Le père de Jean-Antoine Houdon étant concierge de l'École royale des élèves protégés, celui-ci a été en contact dès son enfance avec les meilleurs sculpteurs de l'époque. A quinze ans, il devient élève de l'Académie royale de peinture et de sculpture où il apprend beaucoup de Michel-Ange Slodtz, de Jean-Baptiste Pigalle et de Jean-Baptiste Lemoyne.
En 1761, Jean-Antoine Houdon obtient le prix de Rome. Il séjourne à Rome, à la Villa Médicis, de 1764 à 1768. Il y étudie les sculptures antiques qui inspireront ses oeuvres futures.
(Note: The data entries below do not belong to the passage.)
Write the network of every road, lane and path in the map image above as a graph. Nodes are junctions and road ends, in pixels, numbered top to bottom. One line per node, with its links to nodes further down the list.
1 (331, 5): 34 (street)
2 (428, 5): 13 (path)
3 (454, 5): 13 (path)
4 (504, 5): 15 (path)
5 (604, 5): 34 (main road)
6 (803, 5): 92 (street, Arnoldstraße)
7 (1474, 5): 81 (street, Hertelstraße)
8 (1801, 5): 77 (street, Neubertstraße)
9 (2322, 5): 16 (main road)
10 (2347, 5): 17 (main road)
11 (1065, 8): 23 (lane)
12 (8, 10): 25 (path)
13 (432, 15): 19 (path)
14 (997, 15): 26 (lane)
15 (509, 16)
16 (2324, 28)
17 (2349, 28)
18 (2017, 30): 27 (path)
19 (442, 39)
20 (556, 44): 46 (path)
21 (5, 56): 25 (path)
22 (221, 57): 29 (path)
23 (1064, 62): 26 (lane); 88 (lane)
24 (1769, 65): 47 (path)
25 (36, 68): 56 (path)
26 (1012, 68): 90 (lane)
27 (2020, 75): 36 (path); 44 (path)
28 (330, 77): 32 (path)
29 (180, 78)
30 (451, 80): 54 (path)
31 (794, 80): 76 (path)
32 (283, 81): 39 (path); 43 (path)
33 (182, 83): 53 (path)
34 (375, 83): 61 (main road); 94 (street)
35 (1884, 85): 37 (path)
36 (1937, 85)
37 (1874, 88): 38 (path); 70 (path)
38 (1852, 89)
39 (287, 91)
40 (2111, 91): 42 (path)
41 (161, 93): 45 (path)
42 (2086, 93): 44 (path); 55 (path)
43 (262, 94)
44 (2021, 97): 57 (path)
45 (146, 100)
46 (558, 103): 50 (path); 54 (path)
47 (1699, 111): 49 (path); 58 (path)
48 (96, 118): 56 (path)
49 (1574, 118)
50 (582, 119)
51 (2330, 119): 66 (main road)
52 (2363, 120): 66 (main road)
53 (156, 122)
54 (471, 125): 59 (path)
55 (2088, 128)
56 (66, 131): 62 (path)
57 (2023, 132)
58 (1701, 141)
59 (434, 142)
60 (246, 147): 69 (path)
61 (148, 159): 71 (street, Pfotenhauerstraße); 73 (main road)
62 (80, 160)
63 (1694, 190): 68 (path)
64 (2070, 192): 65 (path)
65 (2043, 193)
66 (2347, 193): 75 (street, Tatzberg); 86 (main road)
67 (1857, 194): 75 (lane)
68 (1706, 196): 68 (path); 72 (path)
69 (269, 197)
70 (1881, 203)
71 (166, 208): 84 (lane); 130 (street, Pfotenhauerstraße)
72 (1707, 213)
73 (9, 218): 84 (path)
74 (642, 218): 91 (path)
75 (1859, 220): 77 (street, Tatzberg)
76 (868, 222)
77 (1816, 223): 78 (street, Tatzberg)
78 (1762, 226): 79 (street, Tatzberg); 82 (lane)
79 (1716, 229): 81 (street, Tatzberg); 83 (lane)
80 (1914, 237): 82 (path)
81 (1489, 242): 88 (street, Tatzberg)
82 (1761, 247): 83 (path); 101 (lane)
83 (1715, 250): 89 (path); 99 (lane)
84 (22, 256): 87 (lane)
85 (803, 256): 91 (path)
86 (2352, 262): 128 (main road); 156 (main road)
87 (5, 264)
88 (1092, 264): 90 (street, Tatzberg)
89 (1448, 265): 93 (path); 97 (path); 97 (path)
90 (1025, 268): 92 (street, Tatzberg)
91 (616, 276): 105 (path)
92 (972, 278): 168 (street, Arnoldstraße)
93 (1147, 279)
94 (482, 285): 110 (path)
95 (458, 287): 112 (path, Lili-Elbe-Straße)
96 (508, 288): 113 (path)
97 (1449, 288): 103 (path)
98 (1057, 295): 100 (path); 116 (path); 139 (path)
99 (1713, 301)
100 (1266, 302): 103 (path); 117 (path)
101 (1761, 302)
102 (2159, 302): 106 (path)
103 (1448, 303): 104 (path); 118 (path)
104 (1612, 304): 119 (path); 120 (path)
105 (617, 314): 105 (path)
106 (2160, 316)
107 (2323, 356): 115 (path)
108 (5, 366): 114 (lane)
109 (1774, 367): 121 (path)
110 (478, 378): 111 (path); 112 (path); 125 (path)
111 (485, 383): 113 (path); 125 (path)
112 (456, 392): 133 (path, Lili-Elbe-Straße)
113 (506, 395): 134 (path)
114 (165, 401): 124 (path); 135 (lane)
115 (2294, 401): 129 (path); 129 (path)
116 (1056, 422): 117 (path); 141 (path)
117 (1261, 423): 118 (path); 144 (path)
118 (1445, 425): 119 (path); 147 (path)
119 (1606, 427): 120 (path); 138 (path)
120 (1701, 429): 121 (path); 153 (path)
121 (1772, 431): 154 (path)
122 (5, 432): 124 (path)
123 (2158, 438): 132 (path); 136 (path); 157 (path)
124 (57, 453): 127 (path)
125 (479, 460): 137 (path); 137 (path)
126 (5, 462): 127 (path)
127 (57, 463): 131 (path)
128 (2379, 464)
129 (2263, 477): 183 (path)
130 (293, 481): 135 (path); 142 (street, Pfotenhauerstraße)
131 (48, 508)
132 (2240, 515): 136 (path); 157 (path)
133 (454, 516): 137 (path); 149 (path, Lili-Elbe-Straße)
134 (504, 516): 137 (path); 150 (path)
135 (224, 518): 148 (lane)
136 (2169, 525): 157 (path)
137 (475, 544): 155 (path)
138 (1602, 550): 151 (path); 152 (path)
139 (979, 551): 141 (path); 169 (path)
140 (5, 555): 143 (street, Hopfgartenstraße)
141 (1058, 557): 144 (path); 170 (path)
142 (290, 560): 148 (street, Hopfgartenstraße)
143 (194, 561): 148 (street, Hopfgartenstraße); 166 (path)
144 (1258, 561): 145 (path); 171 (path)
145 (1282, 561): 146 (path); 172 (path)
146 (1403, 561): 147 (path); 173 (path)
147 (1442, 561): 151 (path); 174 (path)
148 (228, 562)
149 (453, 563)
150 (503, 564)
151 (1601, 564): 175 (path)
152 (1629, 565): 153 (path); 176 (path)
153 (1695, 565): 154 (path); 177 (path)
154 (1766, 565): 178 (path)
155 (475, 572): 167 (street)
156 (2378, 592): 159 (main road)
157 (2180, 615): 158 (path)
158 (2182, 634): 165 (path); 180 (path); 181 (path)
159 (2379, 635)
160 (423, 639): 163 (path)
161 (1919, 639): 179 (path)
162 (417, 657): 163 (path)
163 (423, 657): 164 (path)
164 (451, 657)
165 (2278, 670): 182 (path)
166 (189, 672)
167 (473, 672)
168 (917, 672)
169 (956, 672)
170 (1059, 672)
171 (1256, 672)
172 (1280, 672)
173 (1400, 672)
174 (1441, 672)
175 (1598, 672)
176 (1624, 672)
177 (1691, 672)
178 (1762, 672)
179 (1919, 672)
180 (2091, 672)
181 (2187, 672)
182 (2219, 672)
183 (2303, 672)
Houdon, qui veut que ses œuvres soient précises, apprend aussi l'anatomie et réalise en 1767 son célèbre "Ecorché".
Houdon devient, en 1771, membre de l'Académie Royale, où il commencera à enseigner sept ans plus tard. Il se marie en 1786 et a trois filles. En 1795, sous le Directoire, il est nommé membre de l'Institut et continue à sculpter et à présenter des œuvres au "Salon" jusqu'en 1814.
Très habile pour travailler le marbre, Houdon a aussi un grand talent pour façonner l'argile et le plâtre. Son oeuvre est caractérisée par le réalisme et la précision dans la représentation des corps et notamment des bustes où il excelle et qu'il sait rendre très vivants. Selon Grimm, "Houdon était peut être le premier sculpteur qui ait su modeler les yeux".
Quelques œuvres de Houdon :
- L'écorché,
- Diane,
- Baigneuse,
- La Frileuse,
- Voltaire (sur pied),
- Bustes de Lafayette, Benjamin Franklin, Mirabeau, Necker, Catherine II, Diderot, Voltaire.